▸ Extracted records
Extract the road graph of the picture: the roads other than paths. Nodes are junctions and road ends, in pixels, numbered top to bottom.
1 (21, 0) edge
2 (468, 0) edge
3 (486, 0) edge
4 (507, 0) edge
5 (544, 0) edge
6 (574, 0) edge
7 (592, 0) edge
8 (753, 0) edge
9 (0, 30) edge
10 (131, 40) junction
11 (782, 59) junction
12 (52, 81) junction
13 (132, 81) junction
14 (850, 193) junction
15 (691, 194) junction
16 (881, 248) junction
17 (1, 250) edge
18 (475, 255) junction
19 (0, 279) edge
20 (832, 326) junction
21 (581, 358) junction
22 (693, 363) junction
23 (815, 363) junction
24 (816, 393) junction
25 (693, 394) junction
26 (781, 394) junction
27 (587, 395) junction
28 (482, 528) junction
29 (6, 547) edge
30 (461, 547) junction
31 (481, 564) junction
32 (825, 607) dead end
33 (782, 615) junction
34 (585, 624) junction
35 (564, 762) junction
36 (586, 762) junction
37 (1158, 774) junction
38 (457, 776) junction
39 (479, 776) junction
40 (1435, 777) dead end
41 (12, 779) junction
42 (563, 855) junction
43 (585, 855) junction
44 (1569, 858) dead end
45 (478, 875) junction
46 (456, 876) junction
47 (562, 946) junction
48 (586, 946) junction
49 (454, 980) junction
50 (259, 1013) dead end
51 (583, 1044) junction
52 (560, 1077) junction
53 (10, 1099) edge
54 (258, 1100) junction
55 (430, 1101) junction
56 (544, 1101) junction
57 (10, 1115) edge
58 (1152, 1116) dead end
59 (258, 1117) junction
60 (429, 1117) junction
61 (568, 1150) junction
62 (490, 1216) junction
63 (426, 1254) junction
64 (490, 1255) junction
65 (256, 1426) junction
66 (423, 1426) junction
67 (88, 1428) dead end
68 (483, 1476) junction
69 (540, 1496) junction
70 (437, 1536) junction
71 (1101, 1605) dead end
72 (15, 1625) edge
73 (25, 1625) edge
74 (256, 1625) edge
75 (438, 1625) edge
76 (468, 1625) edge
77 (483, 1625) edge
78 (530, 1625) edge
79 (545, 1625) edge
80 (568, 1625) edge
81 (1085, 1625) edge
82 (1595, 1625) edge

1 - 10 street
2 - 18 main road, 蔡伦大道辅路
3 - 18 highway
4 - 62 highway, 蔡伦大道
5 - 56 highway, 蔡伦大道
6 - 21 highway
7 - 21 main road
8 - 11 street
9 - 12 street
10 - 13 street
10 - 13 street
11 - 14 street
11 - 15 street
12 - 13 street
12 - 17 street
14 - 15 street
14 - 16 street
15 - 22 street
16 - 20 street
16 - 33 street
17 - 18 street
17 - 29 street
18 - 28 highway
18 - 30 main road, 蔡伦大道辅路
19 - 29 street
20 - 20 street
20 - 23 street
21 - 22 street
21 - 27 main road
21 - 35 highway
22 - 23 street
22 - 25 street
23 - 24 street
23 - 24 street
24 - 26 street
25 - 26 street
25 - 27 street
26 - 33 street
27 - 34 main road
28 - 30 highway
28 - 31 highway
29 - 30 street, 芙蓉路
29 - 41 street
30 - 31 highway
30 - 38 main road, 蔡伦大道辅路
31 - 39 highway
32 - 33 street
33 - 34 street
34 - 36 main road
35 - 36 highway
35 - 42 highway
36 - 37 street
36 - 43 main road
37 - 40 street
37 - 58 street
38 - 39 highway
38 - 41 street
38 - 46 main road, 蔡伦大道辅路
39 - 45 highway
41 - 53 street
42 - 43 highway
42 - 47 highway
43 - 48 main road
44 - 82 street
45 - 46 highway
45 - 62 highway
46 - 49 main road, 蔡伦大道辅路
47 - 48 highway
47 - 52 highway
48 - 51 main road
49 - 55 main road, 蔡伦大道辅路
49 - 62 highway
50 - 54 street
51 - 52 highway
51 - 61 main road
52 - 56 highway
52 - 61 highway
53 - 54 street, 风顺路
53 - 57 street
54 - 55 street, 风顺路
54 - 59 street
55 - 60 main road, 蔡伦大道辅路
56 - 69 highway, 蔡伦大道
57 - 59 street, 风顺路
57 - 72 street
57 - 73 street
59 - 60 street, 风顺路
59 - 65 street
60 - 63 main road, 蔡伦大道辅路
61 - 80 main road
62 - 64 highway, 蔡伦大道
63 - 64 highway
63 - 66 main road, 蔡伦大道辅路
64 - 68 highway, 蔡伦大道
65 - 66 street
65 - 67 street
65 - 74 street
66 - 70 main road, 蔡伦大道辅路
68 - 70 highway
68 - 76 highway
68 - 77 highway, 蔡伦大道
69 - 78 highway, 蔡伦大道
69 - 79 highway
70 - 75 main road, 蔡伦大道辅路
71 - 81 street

▸ Task directions
Report, from the entries above, each line where "蔡伦大道辅路" is found.

▸ Response box
2 - 18 main road, 蔡伦大道辅路
18 - 30 main road, 蔡伦大道辅路
30 - 38 main road, 蔡伦大道辅路
38 - 46 main road, 蔡伦大道辅路
46 - 49 main road, 蔡伦大道辅路
49 - 55 main road, 蔡伦大道辅路
55 - 60 main road, 蔡伦大道辅路
60 - 63 main road, 蔡伦大道辅路
63 - 66 main road, 蔡伦大道辅路
66 - 70 main road, 蔡伦大道辅路
70 - 75 main road, 蔡伦大道辅路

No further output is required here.